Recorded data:
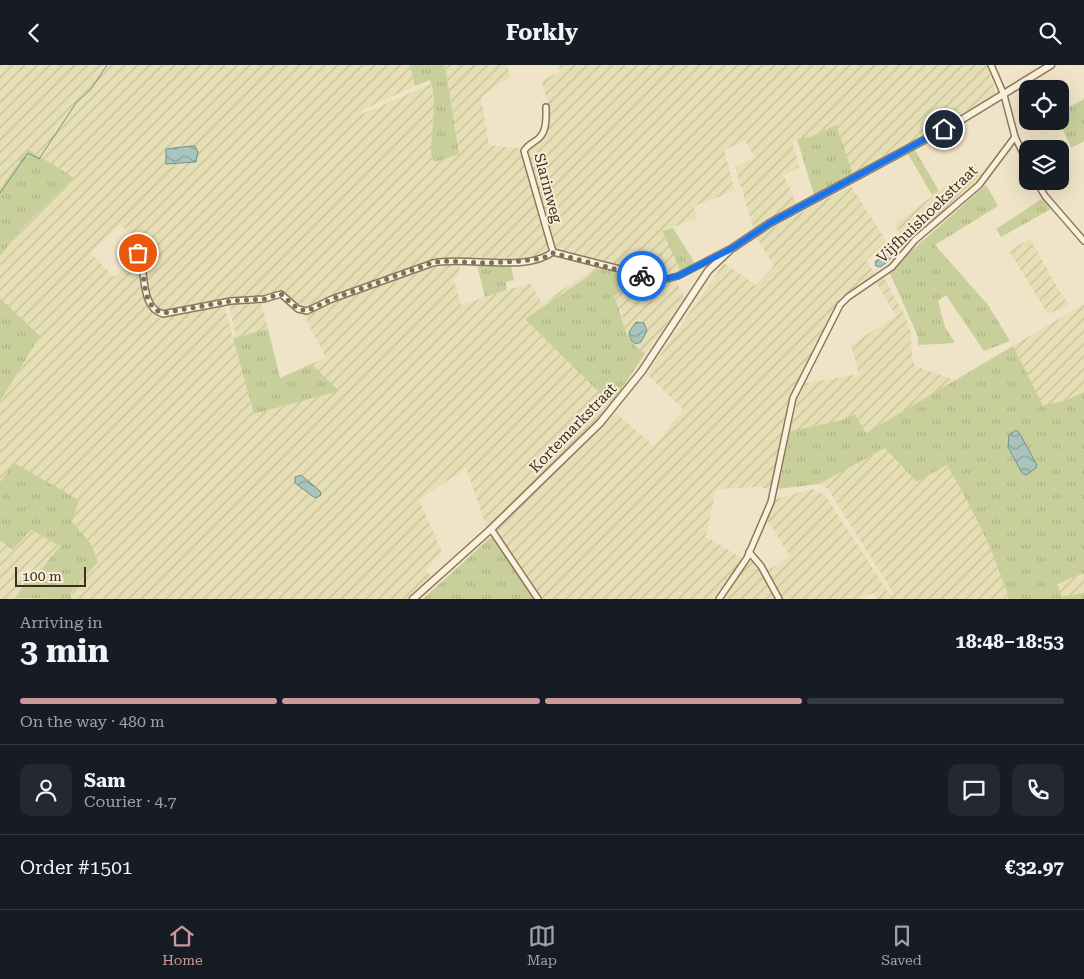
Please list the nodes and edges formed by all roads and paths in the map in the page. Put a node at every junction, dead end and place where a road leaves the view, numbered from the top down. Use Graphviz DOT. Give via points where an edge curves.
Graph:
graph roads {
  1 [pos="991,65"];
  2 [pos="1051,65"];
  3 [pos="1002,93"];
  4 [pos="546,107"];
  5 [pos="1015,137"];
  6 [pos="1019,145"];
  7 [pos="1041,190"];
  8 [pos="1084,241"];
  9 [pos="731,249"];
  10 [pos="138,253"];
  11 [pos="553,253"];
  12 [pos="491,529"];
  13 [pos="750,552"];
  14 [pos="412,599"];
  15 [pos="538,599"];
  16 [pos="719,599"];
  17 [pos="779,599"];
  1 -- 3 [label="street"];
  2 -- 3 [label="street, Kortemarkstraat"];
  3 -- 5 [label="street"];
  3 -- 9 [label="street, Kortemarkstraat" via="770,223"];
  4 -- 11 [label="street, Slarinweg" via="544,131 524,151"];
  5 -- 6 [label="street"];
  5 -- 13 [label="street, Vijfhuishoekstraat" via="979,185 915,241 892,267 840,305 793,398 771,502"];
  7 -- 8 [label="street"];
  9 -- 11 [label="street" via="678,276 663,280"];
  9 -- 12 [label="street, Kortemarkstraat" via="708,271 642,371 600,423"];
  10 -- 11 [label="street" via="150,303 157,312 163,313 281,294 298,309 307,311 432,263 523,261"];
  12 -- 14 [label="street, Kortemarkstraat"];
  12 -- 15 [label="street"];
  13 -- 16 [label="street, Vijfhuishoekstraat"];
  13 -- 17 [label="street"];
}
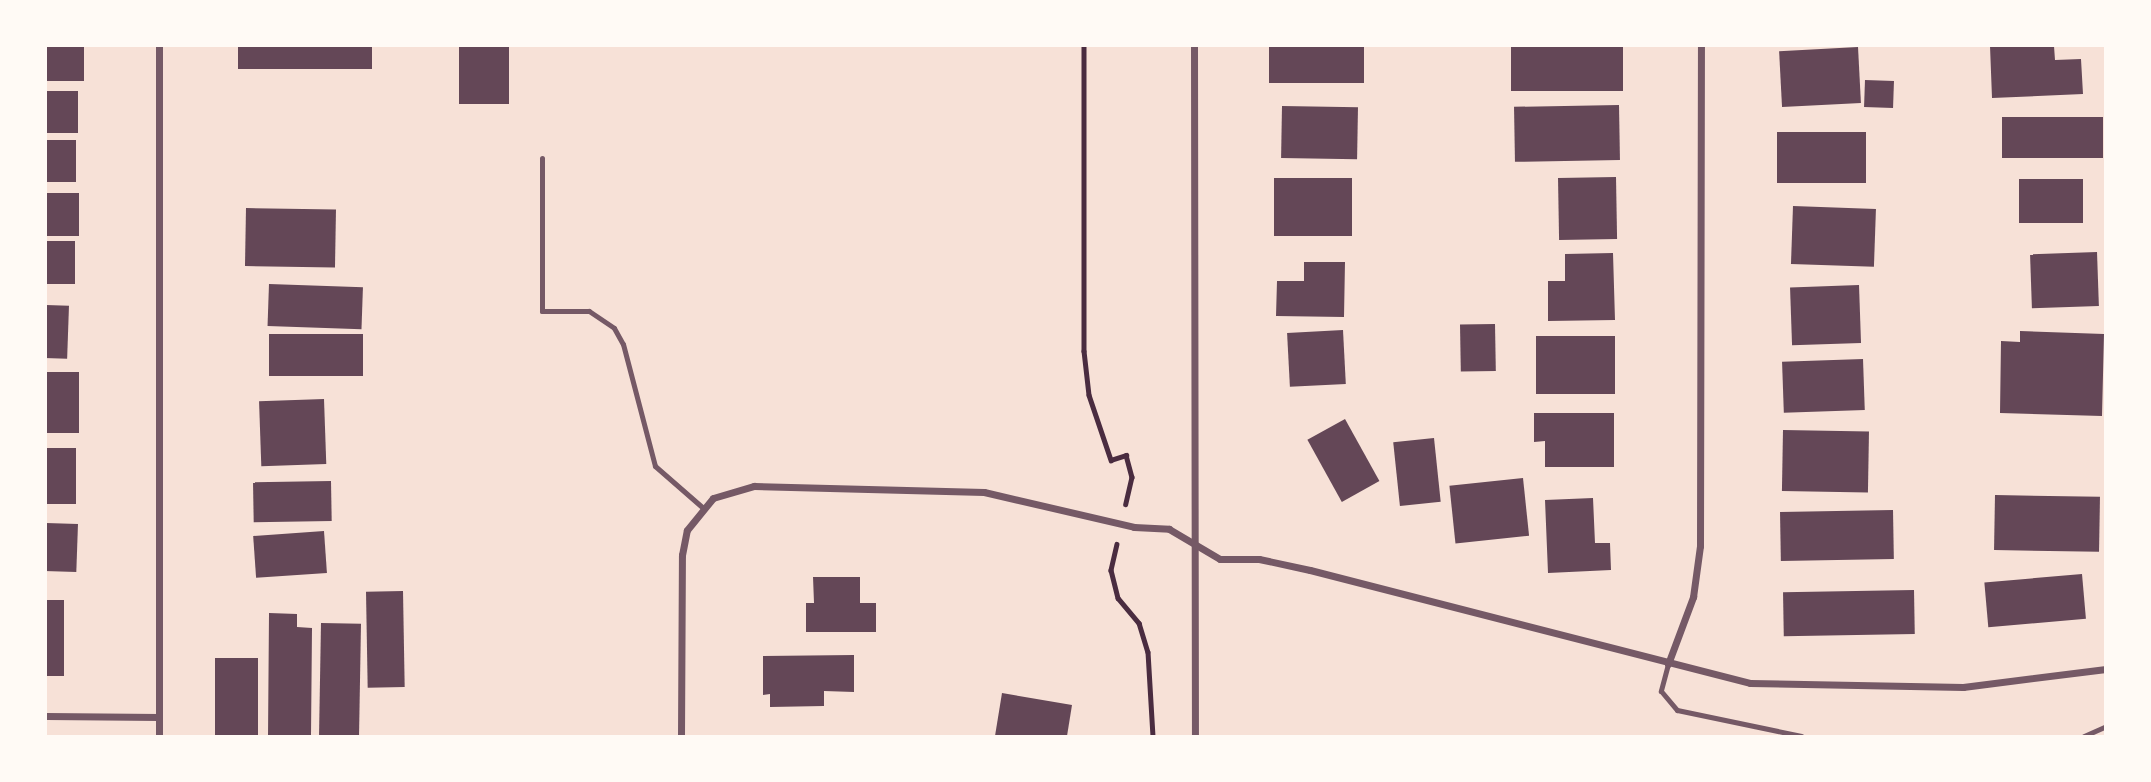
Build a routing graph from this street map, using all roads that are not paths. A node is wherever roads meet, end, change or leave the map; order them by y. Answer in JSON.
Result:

# PROBLEM DETAILS
Set down every entry word for word, but omit the pictures.

# TASK OUTPUT
Please list the nodes and edges formed by all roads and paths in the map in the page. Put a node at every junction, dead end and place where a road leaves the view, numbered from the top down. Use Graphviz DOT. Give via points where an edge curves.
Graph:
graph roads {
  1 [pos="991,65"];
  2 [pos="1051,65"];
  3 [pos="1002,93"];
  4 [pos="546,107"];
  5 [pos="1015,137"];
  6 [pos="1019,145"];
  7 [pos="1041,190"];
  8 [pos="1084,241"];
  9 [pos="731,249"];
  10 [pos="138,253"];
  11 [pos="553,253"];
  12 [pos="491,529"];
  13 [pos="750,552"];
  14 [pos="412,599"];
  15 [pos="538,599"];
  16 [pos="719,599"];
  17 [pos="779,599"];
  1 -- 3 [label="street"];
  2 -- 3 [label="street, Kortemarkstraat"];
  3 -- 5 [label="street"];
  3 -- 9 [label="street, Kortemarkstraat" via="770,223"];
  4 -- 11 [label="street, Slarinweg" via="544,131 524,151"];
  5 -- 6 [label="street"];
  5 -- 13 [label="street, Vijfhuishoekstraat" via="979,185 915,241 892,267 840,305 793,398 771,502"];
  7 -- 8 [label="street"];
  9 -- 11 [label="street" via="678,276 663,280"];
  9 -- 12 [label="street, Kortemarkstraat" via="708,271 642,371 600,423"];
  10 -- 11 [label="street" via="150,303 157,312 163,313 281,294 298,309 307,311 432,263 523,261"];
  12 -- 14 [label="street, Kortemarkstraat"];
  12 -- 15 [label="street"];
  13 -- 16 [label="street, Vijfhuishoekstraat"];
  13 -- 17 [label="street"];
}
Build a routing graph from this street map, using all roads that are not paths. A node is wherever roads meet, end, change or leave the map; order them by y. Answer in JSON.
Result:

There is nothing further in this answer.